The first time I was aware of Mary Creagh she was a woman who looked like a boy. "Best of both worlds," the sketch said. "It's the third way. She'll prosper in New Labour." Then she ran a campaign for the regulation of freelance dance teachers, or having to get a license to smack your children, or – I've got it now – making it illegal for bathwater to be hotter than 38 degrees. There or thereabouts. She thanked me for my support, I remember. She had talent, you see.

My word, she's lost her boyishness now. Her full, womanly voice fills the Commons like an incoming airstrike, she's taken her accent down 2.5 sub-classes, and when she loses her glimpses of humour she'll be Yvette Cooper by another name. You sense the horrified admiration.

She was in full cry this week saving our forests. The government proposal was "environmental vandalism", it was "economic madness". And did she talk about "ancient trees worshipped by our ancestors"? She did, you know.
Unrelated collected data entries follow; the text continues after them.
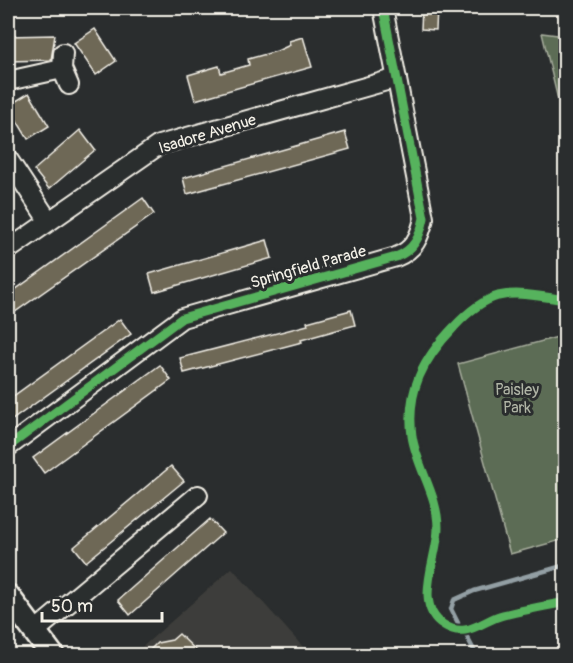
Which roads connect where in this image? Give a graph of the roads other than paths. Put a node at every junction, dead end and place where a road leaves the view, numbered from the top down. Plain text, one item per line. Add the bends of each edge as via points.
1 (383, 8) edge
2 (65, 69) dead end
3 (397, 78) junction
4 (8, 81) edge
5 (8, 159) edge
6 (48, 220) junction
7 (8, 250) edge
8 (8, 447) edge
9 (198, 495) dead end
10 (10, 603) edge
11 (34, 632) junction
12 (53, 656) edge

1 - 3 street, Springfield Parade
2 - 4 street
3 - 6 street, Isadore Avenue via 159,145
3 - 8 street, Springfield Parade via 424,218 415,244 406,253 182,318
5 - 6 street
6 - 7 street, Isadore Avenue
9 - 11 street
10 - 11 main road
11 - 12 main road

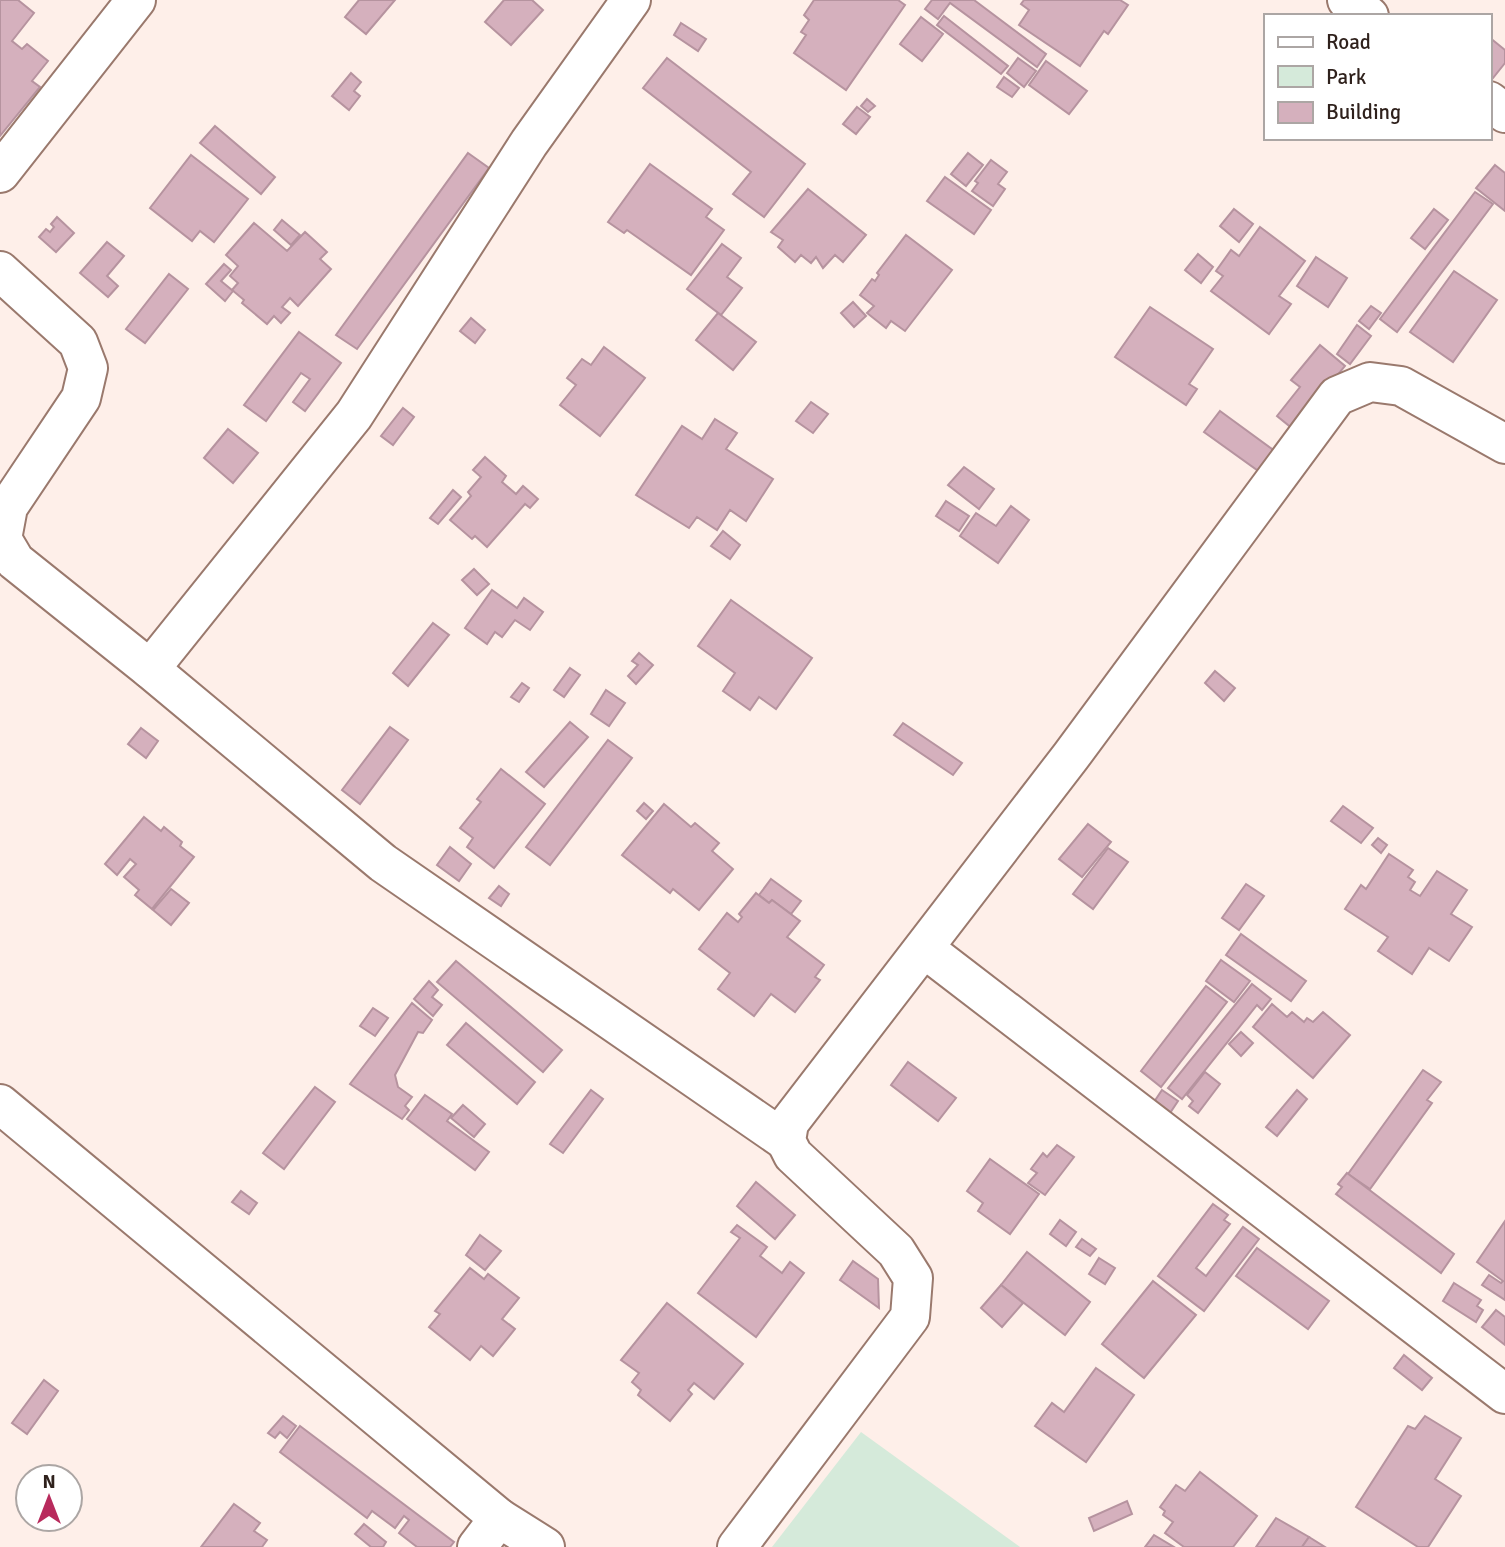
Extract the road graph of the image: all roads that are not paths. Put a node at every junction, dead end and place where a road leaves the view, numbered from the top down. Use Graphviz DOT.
graph roads {
  1 [pos="136,0"];
  2 [pos="631,0"];
  3 [pos="1347,0"];
  4 [pos="1366,14"];
  5 [pos="0,173"];
  6 [pos="0,271"];
  7 [pos="1505,444"];
  8 [pos="150,670"];
  9 [pos="925,949"];
  10 [pos="0,1104"];
  11 [pos="786,1142"];
  12 [pos="1505,1394"];
  13 [pos="488,1532"];
  14 [pos="545,1547"];
  15 [pos="737,1547"];
  1 -- 5 [label="street"];
  2 -- 8 [label="street"];
  3 -- 4 [label="street"];
  6 -- 8 [label="street"];
  7 -- 9 [label="street"];
  8 -- 11 [label="street"];
  9 -- 11 [label="street"];
  9 -- 12 [label="street"];
  10 -- 13 [label="street"];
  11 -- 15 [label="street"];
  13 -- 14 [label="street"];
}
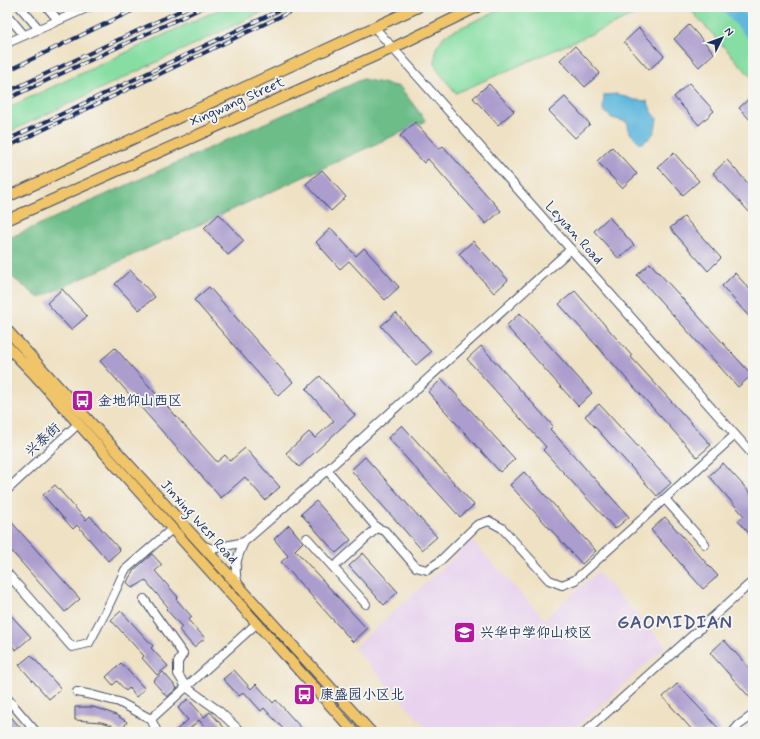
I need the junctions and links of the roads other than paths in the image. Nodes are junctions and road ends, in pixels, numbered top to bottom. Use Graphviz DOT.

It's the first shot for the movement to replace New Labour with Druid Labour. Denis Skinner at the despatch box, circumcising ministers with a golden sickle. It'll be a golden age for sketch writers too.

Her talent in the Chamber has developed. A minister, James Paice, intervened to ask her how many acres of "ancient trees" Britain actually had. No one has ever made such a brilliant reply: "The answer is he doesn't know!" she cried.

Caroline Spelman, the Secretary of State for Angry Environmentalism (I misheard the agri-environmentalism), has an uncertain vocal presence. The soothing contralto she has on television breaks into a fractured mezzo in the House. Anne Widdecombe's voice coach is powerless to improve her.

She repeatedly squawked at the House that public access for ramblers, riders and cyclists to the sold-off land was to be better than it is now. Guaranteed. Fundamentally. No question. Black and White. People are still arguing about what she meant.

PS: John Healey, an apology. I'm really sorry about John Healey. He seemed a perfectly nice fellow, and then he delivered a speech to the PLP last week saying that David Cameron had used the death of his son to detoxify his party's reputation on the NHS.

This speech, I said, "must have been" devised by or at least approved by Healey's pal Ed Balls and his party leader. Healey has written in to say that it wasn't. It's true, the only evidence I had to support the suggestion was that it sounded so like the sort of thing Damien McBride used to put out. I am happy to withdraw that assertion. It was Healey's work alone. Though why he wants to make that point so strongly, I don't know.